# [INSTRUCTIONS TO FOLLOW]
Search the data for the word "Include" and copy out every line that has it.

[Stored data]

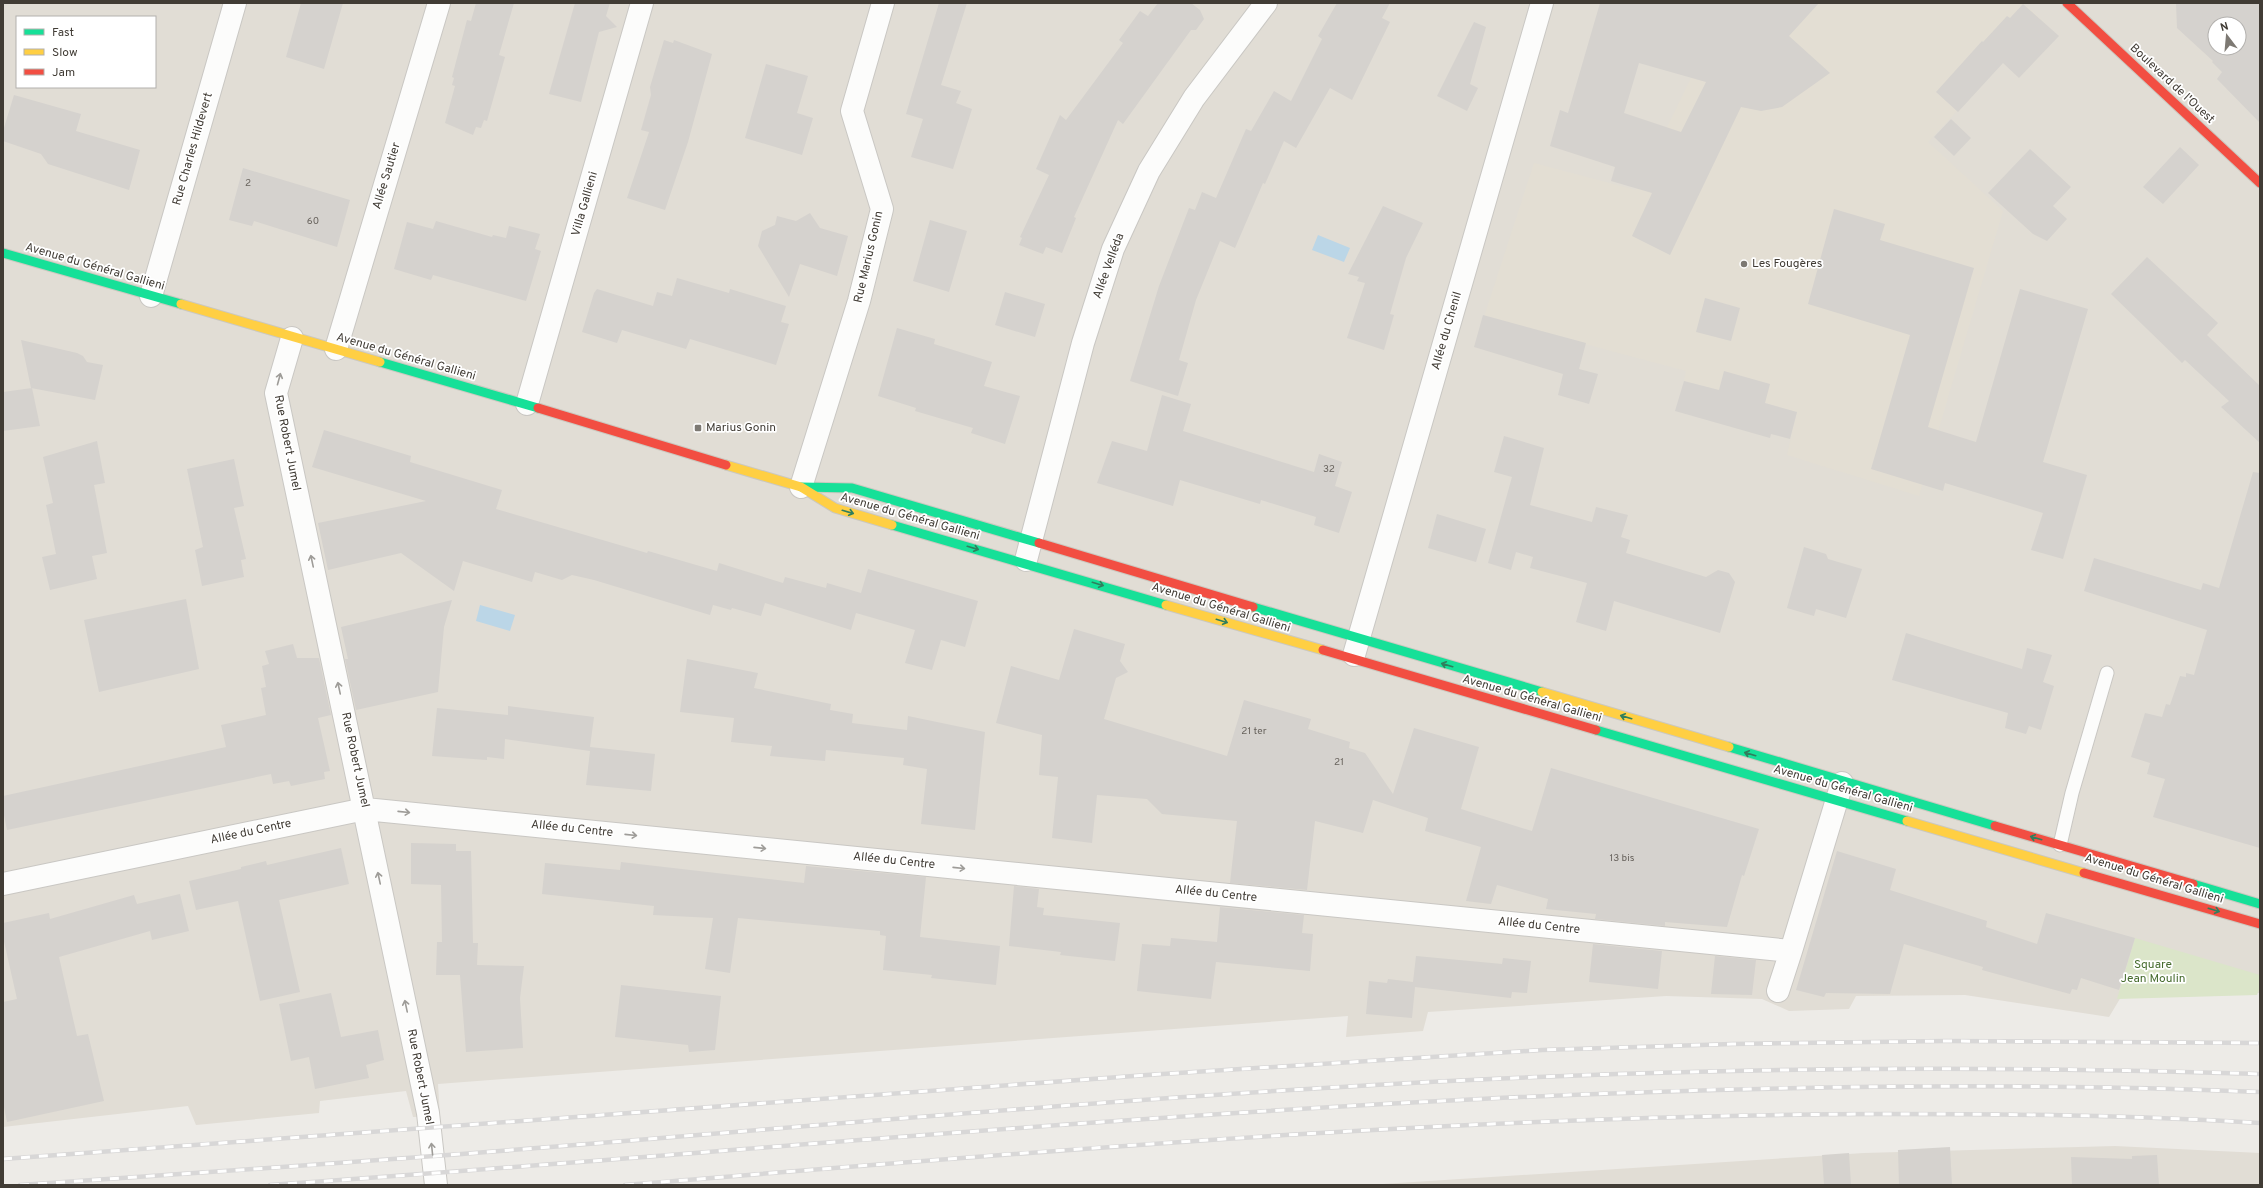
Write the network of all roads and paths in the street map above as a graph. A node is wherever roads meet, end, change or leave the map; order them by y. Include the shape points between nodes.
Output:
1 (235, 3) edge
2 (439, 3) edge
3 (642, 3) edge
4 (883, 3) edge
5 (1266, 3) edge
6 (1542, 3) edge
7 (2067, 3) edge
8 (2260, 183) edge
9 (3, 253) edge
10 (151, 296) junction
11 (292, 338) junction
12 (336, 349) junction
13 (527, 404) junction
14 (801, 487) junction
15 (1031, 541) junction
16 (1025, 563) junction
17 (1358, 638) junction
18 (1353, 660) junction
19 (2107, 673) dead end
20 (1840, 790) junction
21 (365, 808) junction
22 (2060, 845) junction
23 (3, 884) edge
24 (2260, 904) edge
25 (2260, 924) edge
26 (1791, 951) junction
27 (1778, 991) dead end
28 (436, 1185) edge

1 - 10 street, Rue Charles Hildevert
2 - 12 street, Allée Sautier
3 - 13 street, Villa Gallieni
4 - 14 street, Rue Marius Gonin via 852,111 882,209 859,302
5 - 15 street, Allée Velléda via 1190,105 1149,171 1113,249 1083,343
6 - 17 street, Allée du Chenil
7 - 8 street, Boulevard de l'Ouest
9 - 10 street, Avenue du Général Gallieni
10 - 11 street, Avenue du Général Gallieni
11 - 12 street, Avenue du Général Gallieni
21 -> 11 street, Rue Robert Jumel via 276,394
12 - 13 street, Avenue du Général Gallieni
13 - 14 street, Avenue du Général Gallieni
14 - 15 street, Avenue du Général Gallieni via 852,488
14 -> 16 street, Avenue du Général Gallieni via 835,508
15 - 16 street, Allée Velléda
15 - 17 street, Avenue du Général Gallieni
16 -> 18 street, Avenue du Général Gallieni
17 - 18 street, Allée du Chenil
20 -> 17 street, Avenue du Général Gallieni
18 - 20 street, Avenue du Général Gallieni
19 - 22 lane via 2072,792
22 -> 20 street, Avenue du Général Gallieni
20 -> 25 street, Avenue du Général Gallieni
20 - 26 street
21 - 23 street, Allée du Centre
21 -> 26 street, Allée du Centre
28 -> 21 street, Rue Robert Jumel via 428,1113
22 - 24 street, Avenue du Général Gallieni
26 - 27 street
...
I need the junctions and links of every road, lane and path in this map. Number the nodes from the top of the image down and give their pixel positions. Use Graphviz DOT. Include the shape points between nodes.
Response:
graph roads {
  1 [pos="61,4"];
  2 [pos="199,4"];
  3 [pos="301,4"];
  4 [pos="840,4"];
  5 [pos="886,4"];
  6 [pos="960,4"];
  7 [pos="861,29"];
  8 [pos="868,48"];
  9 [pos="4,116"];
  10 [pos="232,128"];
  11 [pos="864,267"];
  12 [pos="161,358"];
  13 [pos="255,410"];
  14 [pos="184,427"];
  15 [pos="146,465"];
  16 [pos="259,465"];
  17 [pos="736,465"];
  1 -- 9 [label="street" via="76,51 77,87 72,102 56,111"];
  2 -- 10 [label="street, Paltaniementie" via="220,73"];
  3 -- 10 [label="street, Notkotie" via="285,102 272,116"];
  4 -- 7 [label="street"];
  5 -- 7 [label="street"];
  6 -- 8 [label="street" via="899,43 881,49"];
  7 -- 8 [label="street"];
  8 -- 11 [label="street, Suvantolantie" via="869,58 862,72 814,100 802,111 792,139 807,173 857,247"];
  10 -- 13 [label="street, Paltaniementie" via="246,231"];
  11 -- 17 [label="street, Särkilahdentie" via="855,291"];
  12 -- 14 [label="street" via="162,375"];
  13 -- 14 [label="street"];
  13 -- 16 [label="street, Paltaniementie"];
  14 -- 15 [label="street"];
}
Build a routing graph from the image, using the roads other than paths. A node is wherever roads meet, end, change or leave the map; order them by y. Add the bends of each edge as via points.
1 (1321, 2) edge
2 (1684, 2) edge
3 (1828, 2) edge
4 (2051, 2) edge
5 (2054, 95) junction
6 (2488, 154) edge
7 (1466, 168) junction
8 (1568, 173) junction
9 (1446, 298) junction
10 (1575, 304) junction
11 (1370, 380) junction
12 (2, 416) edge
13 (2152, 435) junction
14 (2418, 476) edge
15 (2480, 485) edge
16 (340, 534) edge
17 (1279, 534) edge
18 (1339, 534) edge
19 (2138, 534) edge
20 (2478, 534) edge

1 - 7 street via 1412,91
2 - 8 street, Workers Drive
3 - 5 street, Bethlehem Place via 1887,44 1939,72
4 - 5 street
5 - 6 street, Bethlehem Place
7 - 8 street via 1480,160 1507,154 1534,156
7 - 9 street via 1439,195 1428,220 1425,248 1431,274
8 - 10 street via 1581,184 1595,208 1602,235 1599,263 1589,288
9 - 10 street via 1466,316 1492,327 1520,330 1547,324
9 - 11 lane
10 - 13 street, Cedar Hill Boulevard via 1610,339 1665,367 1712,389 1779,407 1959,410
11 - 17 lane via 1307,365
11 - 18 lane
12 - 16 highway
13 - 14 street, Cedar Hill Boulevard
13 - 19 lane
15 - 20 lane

# [WRITTEN RESPONSE]
Write the network of all roads and paths in the street map above as a graph. A node is wherever roads meet, end, change or leave the map; order them by y. Include the shape points between nodes.
I need the junctions and links of every road, lane and path in this map. Number the nodes from the top of the image down and give their pixel positions. Use Graphviz DOT. Include the shape points between nodes.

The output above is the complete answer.